# Trans Alchi Spezial. verlernen ?



## Fileskeeper (6. Januar 2011)

wie es oben schon steht. wie verlerne ich denn mit cata die spezialisierung? 
ich will elexier spezi machen weil mir die trans procces zu selten sind.
war auch schon bei dem lehrer der mit elexiere spez lernt und da war auch nichts.

danke mal im voraus


----------



## Lari (6. Januar 2011)

Zum Trans-Alchi Lehrer fliegen und dort Trans-Alchi verlernen.
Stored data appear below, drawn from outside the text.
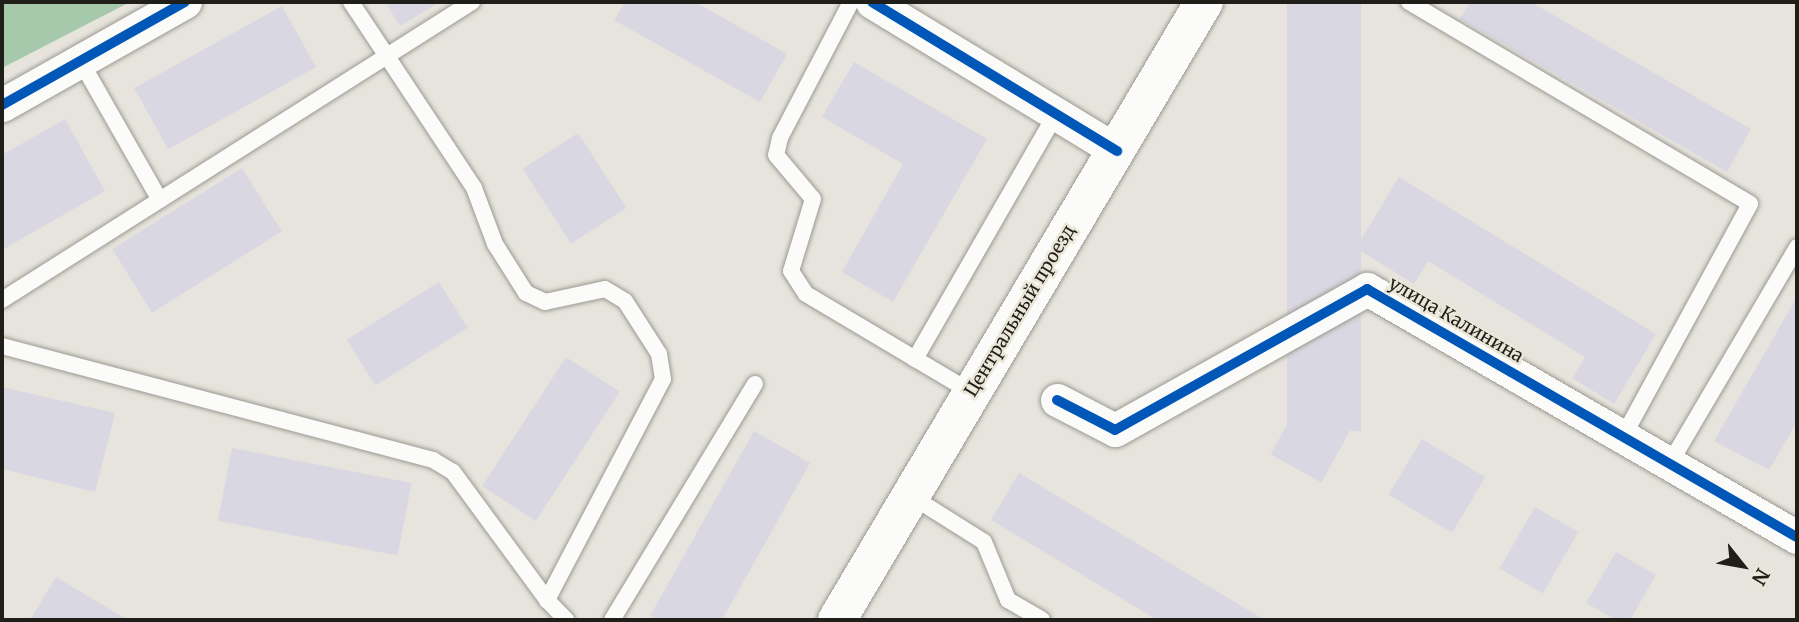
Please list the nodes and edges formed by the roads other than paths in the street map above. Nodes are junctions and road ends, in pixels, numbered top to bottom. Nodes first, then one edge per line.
1 (185, 2) edge
2 (351, 2) edge
3 (472, 2) edge
4 (851, 2) edge
5 (872, 2) edge
6 (1204, 2) edge
7 (1409, 2) edge
8 (383, 58) junction
9 (80, 60) junction
10 (2, 105) edge
11 (1056, 114) junction
12 (1116, 151) junction
13 (160, 200) junction
14 (1797, 247) edge
15 (2, 300) edge
16 (2, 346) edge
17 (915, 359) junction
18 (755, 384) dead end
19 (971, 393) junction
20 (1057, 400) dead end
21 (1623, 437) junction
22 (1670, 464) junction
23 (911, 496) junction
24 (1794, 529) edge
25 (547, 600) junction
26 (566, 620) edge
27 (612, 620) edge
28 (837, 620) edge
29 (1042, 620) edge

1 - 9 street
2 - 8 lane
3 - 8 lane
4 - 17 lane
5 - 11 street
6 - 12 main road, Центральный проезд
7 - 21 lane
8 - 13 lane
8 - 25 lane
9 - 10 street
9 - 13 lane
11 - 12 street
11 - 17 lane
12 - 19 main road, Центральный проезд
13 - 15 lane
14 - 22 lane
16 - 25 lane
17 - 19 lane
18 - 27 lane
19 - 23 main road, Центральный проезд
20 - 21 street, улица Калинина
21 - 22 street, улица Калинина
22 - 24 street, улица Калинина
23 - 28 main road, Центральный проезд
23 - 29 lane
25 - 26 lane

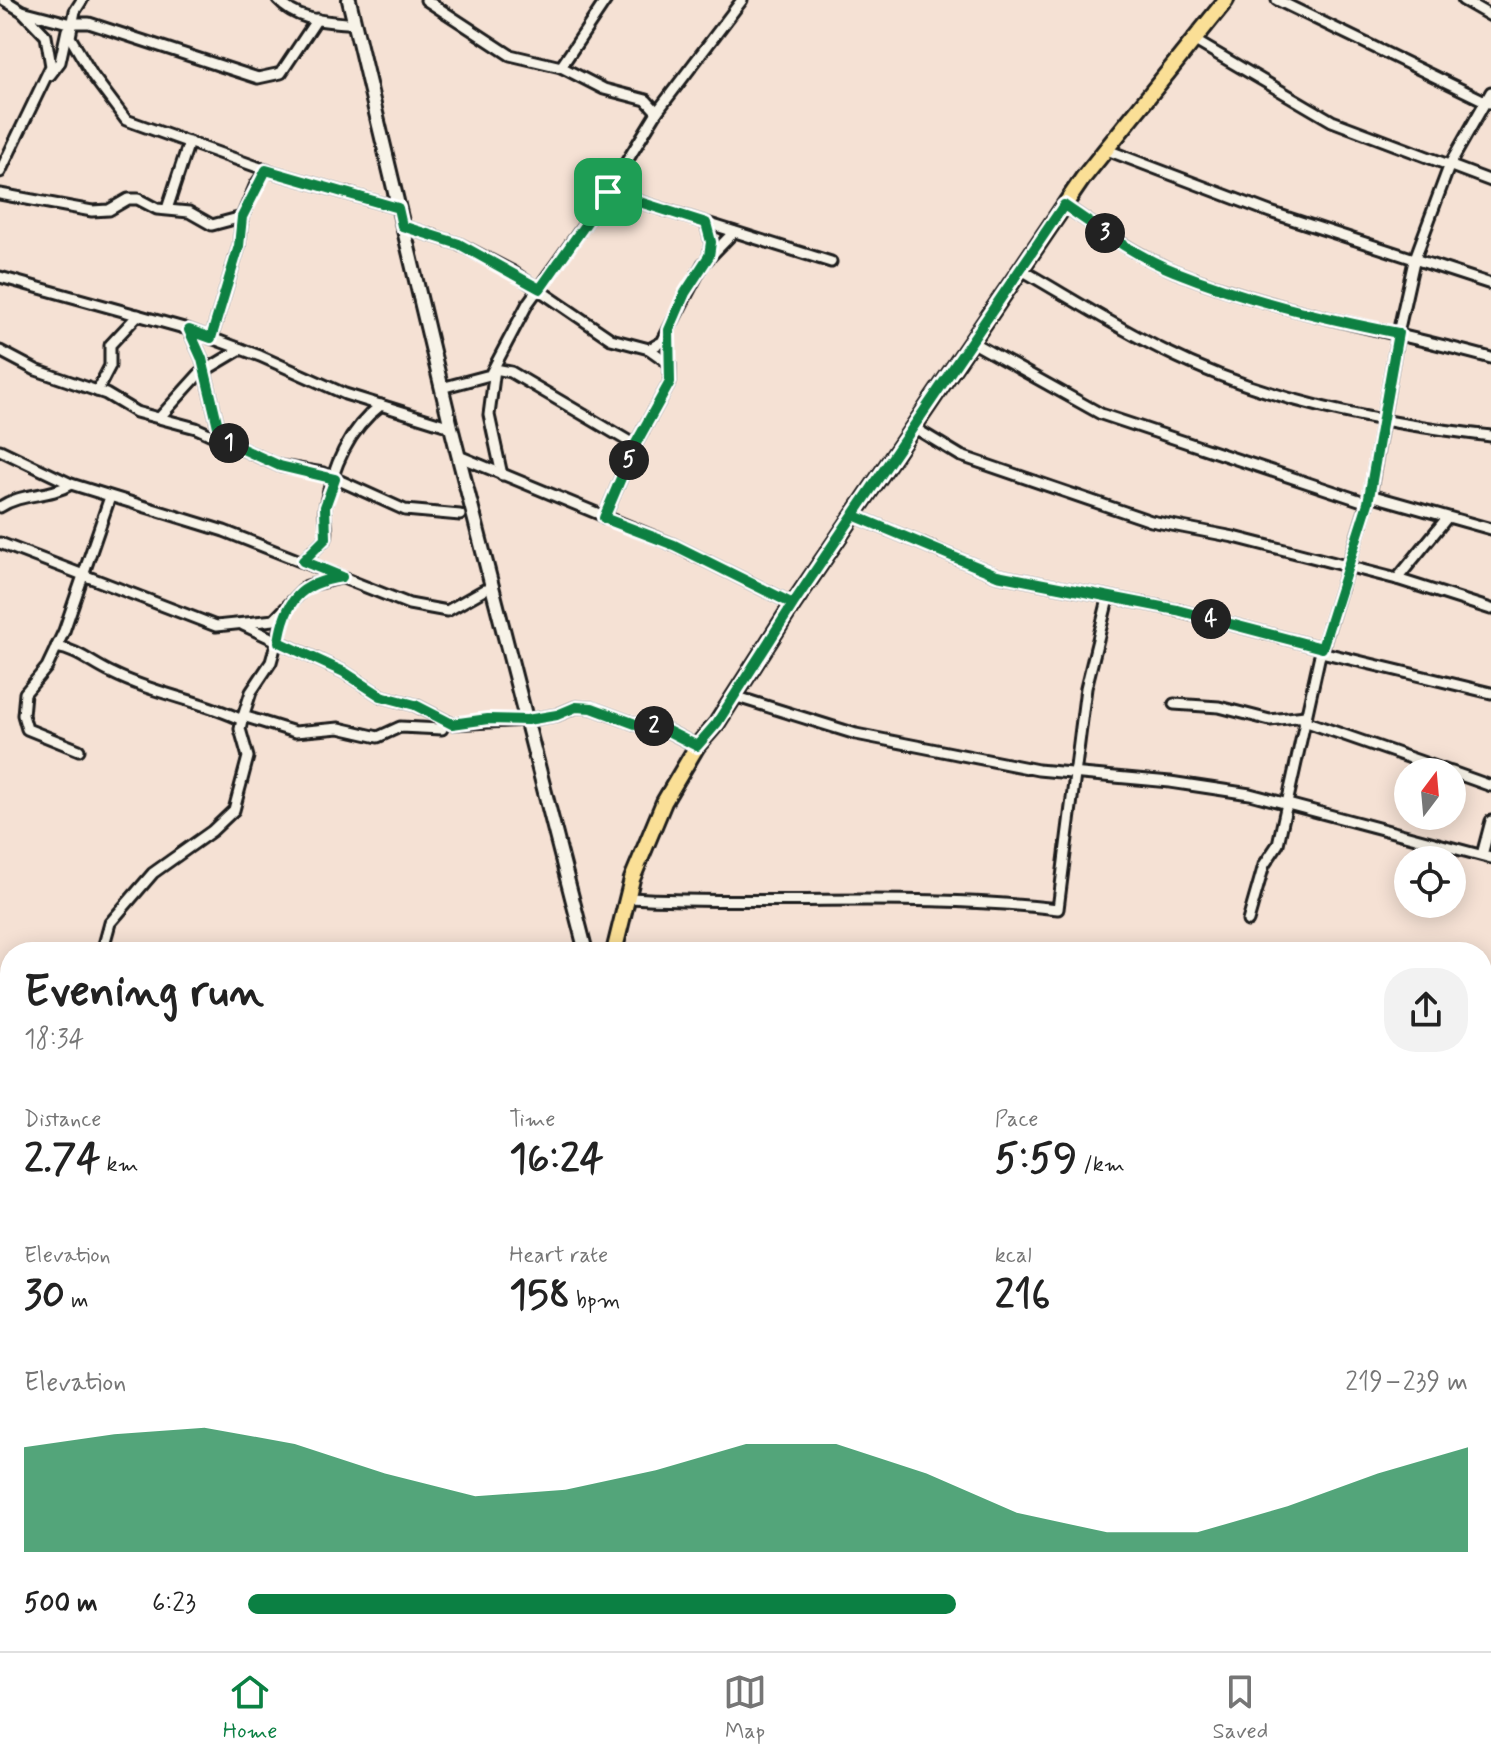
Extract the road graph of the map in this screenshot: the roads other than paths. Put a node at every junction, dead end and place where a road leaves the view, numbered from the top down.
1 (4, 0) edge
2 (82, 0) edge
3 (278, 0) edge
4 (349, 0) edge
5 (426, 0) edge
6 (606, 0) edge
7 (742, 0) edge
8 (1226, 0) edge
9 (1277, 0) edge
10 (1463, 0) edge
11 (22, 11) junction
12 (1491, 16) edge
13 (317, 19) junction
14 (70, 23) junction
15 (355, 24) junction
16 (1192, 39) junction
17 (561, 67) junction
18 (49, 77) junction
19 (1491, 92) edge
20 (1488, 103) edge
21 (657, 112) junction
22 (189, 142) junction
23 (1107, 150) junction
24 (1450, 164) junction
25 (266, 170) junction
26 (0, 172) edge
27 (1491, 181) edge
28 (608, 192) junction
29 (0, 194) edge
30 (1064, 205) junction
31 (398, 208) junction
32 (167, 209) junction
33 (242, 217) junction
34 (706, 223) junction
35 (402, 226) junction
36 (734, 232) junction
37 (709, 256) junction
38 (1414, 261) junction
39 (831, 262) dead end
40 (1020, 269) junction
41 (0, 277) edge
42 (1491, 284) edge
43 (540, 289) junction
44 (138, 315) junction
45 (189, 330) junction
46 (669, 330) junction
47 (1398, 333) junction
48 (211, 338) junction
49 (970, 341) junction
50 (241, 349) junction
51 (649, 349) junction
52 (0, 351) edge
53 (1491, 358) edge
54 (670, 364) junction
55 (495, 369) junction
56 (204, 370) junction
57 (441, 388) junction
58 (97, 391) junction
59 (381, 405) junction
60 (161, 416) junction
61 (1382, 420) junction
62 (451, 427) junction
63 (913, 427) junction
64 (1491, 436) edge
65 (221, 439) junction
66 (635, 445) junction
67 (0, 450) edge
68 (461, 457) junction
69 (502, 475) junction
70 (335, 479) junction
71 (71, 484) junction
72 (110, 497) junction
73 (1369, 499) junction
74 (0, 507) edge
75 (460, 515) dead end
76 (853, 515) junction
77 (604, 518) junction
78 (1446, 519) junction
79 (1491, 529) edge
80 (0, 543) edge
81 (303, 561) junction
82 (1349, 567) junction
83 (83, 576) junction
84 (342, 577) junction
85 (1397, 579) junction
86 (484, 590) dead end
87 (1108, 599) junction
88 (793, 604) junction
89 (1491, 609) edge
90 (285, 612) junction
91 (243, 625) junction
92 (279, 642) junction
93 (56, 647) junction
94 (1322, 650) junction
95 (1491, 693) edge
96 (734, 696) junction
97 (1174, 704) dead end
98 (242, 718) junction
99 (1304, 719) junction
100 (527, 720) junction
101 (442, 729) dead end
102 (697, 746) junction
103 (79, 750) dead end
104 (1413, 758) edge
105 (1076, 773) junction
106 (1466, 777) edge
107 (1491, 786) edge
108 (1287, 803) junction
109 (1491, 821) edge
110 (1486, 856) edge
111 (628, 898) junction
112 (1248, 921) dead end
113 (105, 942) edge
114 (583, 942) edge
115 (617, 942) edge

1 - 11 street
2 - 14 street
3 - 13 street
4 - 15 main road
5 - 17 street
6 - 17 street
7 - 21 street
8 - 16 main road
9 - 20 street
10 - 12 street
11 - 14 street
11 - 18 street
13 - 14 street
13 - 15 street
14 - 18 street
14 - 22 street
15 - 31 main road
16 - 23 main road
16 - 24 street
17 - 21 street
18 - 26 street
19 - 20 street
20 - 24 street
21 - 28 street
22 - 25 street
22 - 32 street
23 - 30 main road
23 - 38 street
24 - 27 street
24 - 38 street
25 - 31 street
25 - 33 street
28 - 34 street
28 - 43 street
29 - 32 street
30 - 40 main road
30 - 47 street
31 - 35 main road
32 - 33 street
33 - 48 street
34 - 36 street
34 - 37 street
35 - 43 street
35 - 57 main road
36 - 37 street
36 - 39 street
37 - 46 street
38 - 42 street
38 - 47 street
40 - 49 main road
40 - 61 street
41 - 44 street
43 - 51 street
43 - 55 street
44 - 45 street
44 - 58 street
45 - 48 street
45 - 56 street
46 - 51 street
46 - 54 street
47 - 53 street
47 - 61 street
48 - 50 street
49 - 63 main road
49 - 73 street
50 - 56 street
50 - 59 street
51 - 54 street
52 - 58 street
54 - 66 street
55 - 57 street
55 - 66 street
55 - 69 street
56 - 60 street
56 - 65 street
57 - 62 main road
58 - 60 street
59 - 62 street
59 - 70 street
60 - 65 street
61 - 64 street
61 - 73 street
62 - 68 main road
63 - 76 main road
63 - 82 street
65 - 70 street
66 - 77 street
67 - 71 street
68 - 69 street
68 - 100 main road
69 - 77 street
70 - 75 street
70 - 81 street
71 - 72 street
71 - 74 street
72 - 81 street
72 - 83 street
73 - 78 street
73 - 82 street
76 - 87 street
76 - 88 main road
77 - 88 street
78 - 79 street
78 - 85 street
80 - 83 street
81 - 84 street
82 - 85 street
82 - 94 street
83 - 91 street
83 - 93 street
84 - 86 street
84 - 90 street
85 - 89 street
87 - 94 street
87 - 105 street
88 - 96 main road
90 - 91 street
90 - 92 street
91 - 92 street
92 - 98 street
92 - 100 street
93 - 98 street
93 - 103 street
94 - 95 street
94 - 99 street
96 - 102 main road
96 - 105 street
97 - 99 street
98 - 101 street
98 - 113 street
99 - 104 street
99 - 108 street
100 - 102 street
100 - 114 main road
102 - 111 main road
105 - 108 street
105 - 111 street
106 - 107 street
108 - 110 street
108 - 112 street
109 - 110 street
111 - 115 main road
Dann zum Elixier-Alchi und dort Elixier-Alchi werden 
Kostet 150G.


----------



## Fileskeeper (6. Januar 2011)

hmmmm zum trans-alchi lehrer fliegen........... klinkt logisch ^^ naja heute brainafk ^^ besten dank ich schau gleich nach.


----------



## Virikas (6. Januar 2011)

Elexiere procen übrigens auch nicht öfter... Meiner hatte ganz Cata bisher (75 Flasks hergestellt) genau einen 2er Proc und sonst nix...


----------



## kilerwakka (9. Januar 2011)

nur zur info die ganzen flask procen öfter wenn man mehr auf einmal herstellt


----------



## Dexis (10. Januar 2011)

kilerwakka schrieb:


> nur zur info die ganzen flask procen öfter wenn man mehr auf einmal herstellt


Das ist Quark. Die Chance auf einen Elixierprocc (bzw. Fläschchen) ist bei jeder Herstellung gleich, das war schon immer so. Die generelle Verfügbarkeit von Proccs ist aber in Cata umso wichtiger, seit man nur noch ein Fläschchen (bei fast verdoppelten Mats) heraus bekommt.


----------